DATA SECTION Block Start

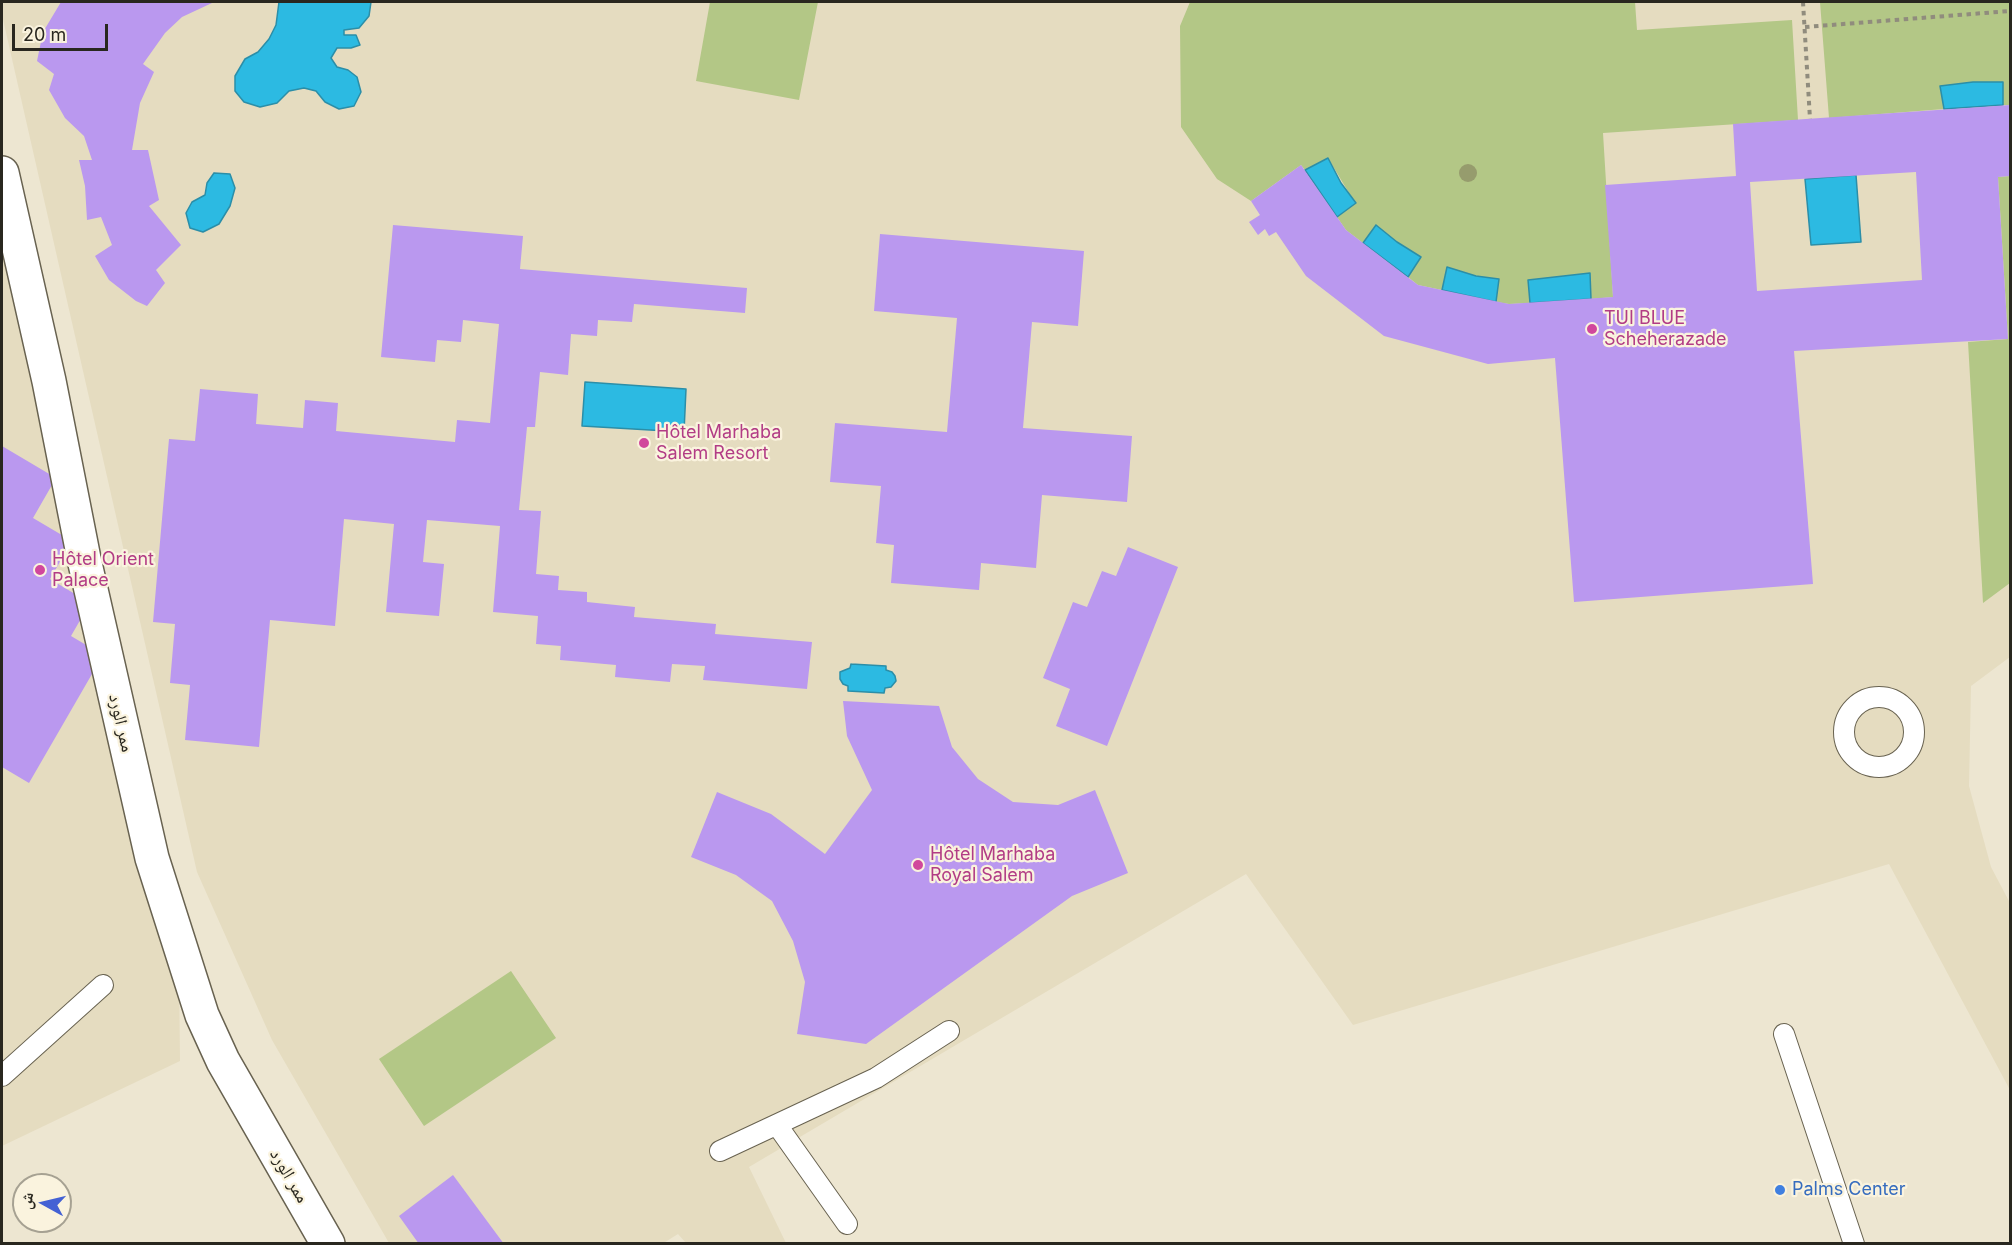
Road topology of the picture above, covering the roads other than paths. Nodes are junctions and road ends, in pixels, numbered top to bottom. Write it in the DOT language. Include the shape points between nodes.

DATA SECTION Block End
DATA SECTION Block Start

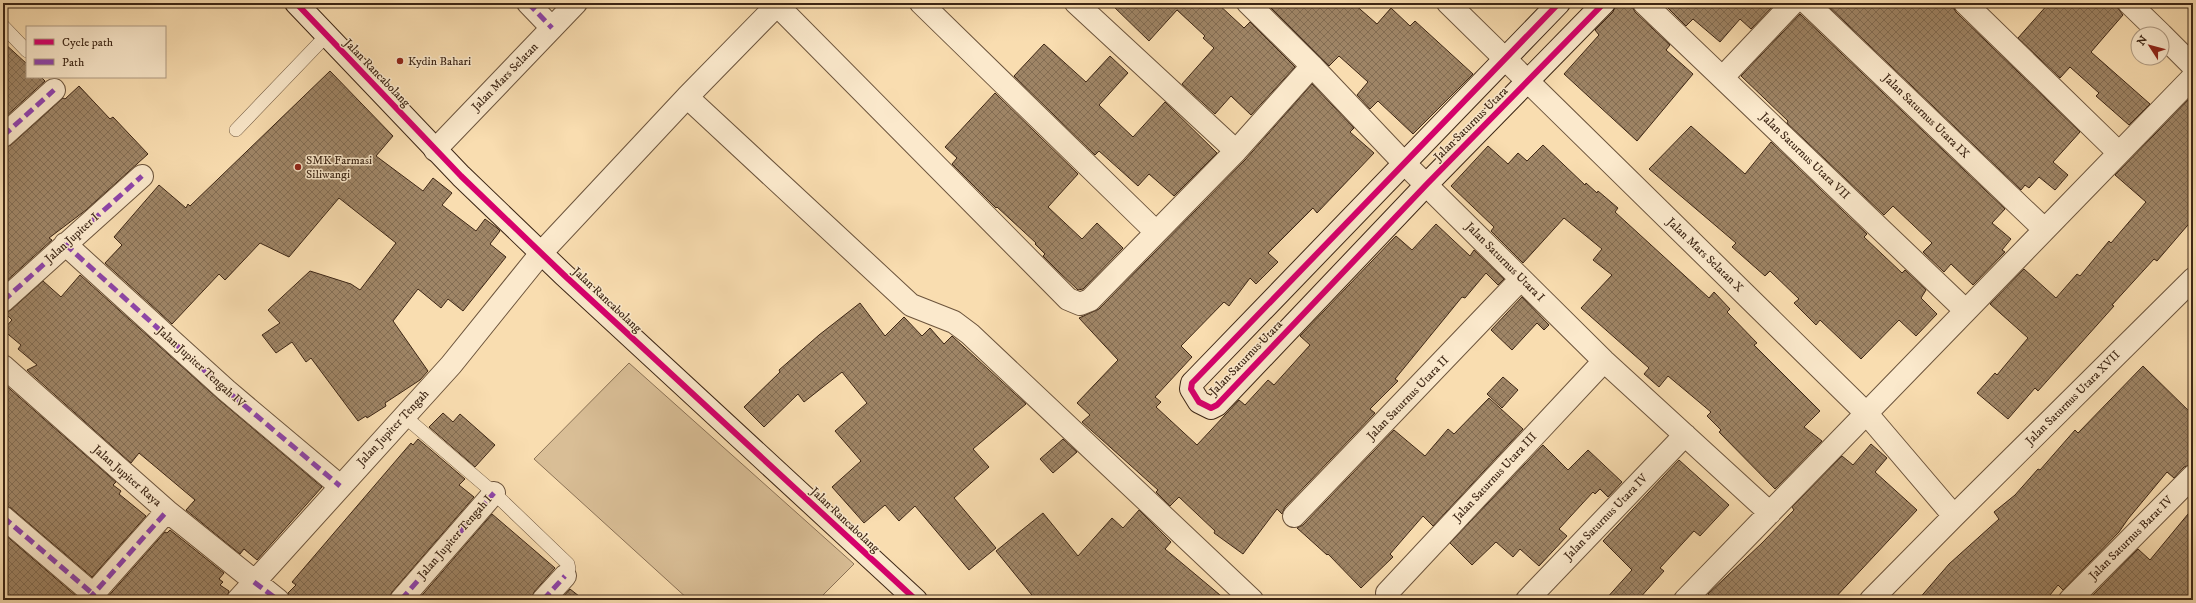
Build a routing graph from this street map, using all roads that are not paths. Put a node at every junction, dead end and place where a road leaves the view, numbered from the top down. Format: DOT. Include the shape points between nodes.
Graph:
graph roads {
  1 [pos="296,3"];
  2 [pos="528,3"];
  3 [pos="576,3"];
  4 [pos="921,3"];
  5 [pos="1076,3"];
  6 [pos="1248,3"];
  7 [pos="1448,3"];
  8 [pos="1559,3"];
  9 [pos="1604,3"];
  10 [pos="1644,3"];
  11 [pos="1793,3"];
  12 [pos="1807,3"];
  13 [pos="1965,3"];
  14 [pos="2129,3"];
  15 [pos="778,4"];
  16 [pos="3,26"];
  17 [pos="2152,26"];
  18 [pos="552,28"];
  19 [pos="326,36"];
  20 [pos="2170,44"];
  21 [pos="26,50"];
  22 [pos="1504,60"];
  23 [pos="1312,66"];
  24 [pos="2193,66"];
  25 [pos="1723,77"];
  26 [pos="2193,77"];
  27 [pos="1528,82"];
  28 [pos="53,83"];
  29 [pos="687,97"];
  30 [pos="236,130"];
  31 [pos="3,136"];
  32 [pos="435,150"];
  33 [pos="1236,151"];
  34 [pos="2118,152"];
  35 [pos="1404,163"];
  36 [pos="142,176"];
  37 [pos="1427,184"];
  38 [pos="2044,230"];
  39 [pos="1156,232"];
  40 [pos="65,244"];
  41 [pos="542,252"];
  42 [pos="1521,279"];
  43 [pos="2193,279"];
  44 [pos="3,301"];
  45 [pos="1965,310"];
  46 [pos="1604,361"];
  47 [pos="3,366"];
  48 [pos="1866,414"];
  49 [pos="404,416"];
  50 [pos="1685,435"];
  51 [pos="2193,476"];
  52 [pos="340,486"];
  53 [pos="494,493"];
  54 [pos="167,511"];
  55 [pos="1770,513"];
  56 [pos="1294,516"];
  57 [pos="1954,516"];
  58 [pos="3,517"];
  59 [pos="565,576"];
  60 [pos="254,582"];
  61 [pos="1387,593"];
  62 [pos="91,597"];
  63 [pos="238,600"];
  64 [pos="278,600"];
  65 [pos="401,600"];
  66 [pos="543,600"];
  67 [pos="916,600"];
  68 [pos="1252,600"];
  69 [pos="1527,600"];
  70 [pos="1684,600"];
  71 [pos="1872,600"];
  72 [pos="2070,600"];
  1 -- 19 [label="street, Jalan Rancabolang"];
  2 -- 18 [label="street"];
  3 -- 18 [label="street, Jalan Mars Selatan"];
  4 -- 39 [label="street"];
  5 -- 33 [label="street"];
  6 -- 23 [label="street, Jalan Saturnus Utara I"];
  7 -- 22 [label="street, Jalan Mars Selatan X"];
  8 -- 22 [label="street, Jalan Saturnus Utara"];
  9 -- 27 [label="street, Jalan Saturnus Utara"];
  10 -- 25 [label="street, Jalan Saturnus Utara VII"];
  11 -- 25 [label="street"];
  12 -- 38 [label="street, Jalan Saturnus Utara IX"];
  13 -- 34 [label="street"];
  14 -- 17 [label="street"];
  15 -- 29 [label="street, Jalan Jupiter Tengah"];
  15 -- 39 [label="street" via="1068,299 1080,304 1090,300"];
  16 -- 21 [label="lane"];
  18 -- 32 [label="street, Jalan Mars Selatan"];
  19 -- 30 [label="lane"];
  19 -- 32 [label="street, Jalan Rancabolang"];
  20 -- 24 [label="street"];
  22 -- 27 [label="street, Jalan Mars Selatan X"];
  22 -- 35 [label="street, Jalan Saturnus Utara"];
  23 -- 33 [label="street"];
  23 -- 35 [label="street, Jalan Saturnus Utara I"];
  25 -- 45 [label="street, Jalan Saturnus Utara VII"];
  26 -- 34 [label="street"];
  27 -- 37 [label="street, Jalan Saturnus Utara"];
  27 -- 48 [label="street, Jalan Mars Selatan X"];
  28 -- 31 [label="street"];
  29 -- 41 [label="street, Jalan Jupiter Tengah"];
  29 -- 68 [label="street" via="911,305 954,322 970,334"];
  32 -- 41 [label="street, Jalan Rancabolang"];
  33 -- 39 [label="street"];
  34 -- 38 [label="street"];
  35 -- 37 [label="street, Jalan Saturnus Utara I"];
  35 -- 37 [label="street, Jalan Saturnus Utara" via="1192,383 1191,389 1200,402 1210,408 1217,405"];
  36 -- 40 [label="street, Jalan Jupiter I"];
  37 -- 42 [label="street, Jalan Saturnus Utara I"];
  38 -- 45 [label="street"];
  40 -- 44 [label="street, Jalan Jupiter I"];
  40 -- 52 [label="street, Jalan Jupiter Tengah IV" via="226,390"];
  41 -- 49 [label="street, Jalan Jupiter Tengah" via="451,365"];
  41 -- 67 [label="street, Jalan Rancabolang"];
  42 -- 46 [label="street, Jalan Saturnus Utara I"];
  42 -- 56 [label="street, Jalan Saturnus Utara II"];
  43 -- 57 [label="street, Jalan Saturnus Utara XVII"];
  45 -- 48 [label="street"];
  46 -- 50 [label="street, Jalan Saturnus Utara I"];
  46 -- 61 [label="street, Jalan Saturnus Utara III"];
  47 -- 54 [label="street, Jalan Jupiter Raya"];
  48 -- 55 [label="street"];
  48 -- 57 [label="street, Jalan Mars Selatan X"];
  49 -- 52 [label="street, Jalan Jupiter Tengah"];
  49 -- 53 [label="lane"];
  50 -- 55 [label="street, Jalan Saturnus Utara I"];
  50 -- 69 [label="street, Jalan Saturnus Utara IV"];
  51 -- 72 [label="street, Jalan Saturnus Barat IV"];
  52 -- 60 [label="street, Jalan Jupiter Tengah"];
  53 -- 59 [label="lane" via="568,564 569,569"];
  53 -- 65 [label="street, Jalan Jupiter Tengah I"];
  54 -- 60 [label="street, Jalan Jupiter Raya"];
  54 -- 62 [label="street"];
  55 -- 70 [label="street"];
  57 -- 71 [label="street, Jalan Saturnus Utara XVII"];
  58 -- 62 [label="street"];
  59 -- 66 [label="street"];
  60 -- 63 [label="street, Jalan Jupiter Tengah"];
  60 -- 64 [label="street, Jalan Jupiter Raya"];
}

DATA SECTION Block End

Find and copy each line above holding "points".

ANSWER BELOW
Road topology of the picture above, covering the roads other than paths. Nodes are junctions and road ends, in pixels, numbered top to bottom. Write it in the DOT language. Include the shape points between nodes.
Build a routing graph from this street map, using all roads that are not paths. Put a node at every junction, dead end and place where a road leaves the view, numbered from the top down. Format: DOT. Include the shape points between nodes.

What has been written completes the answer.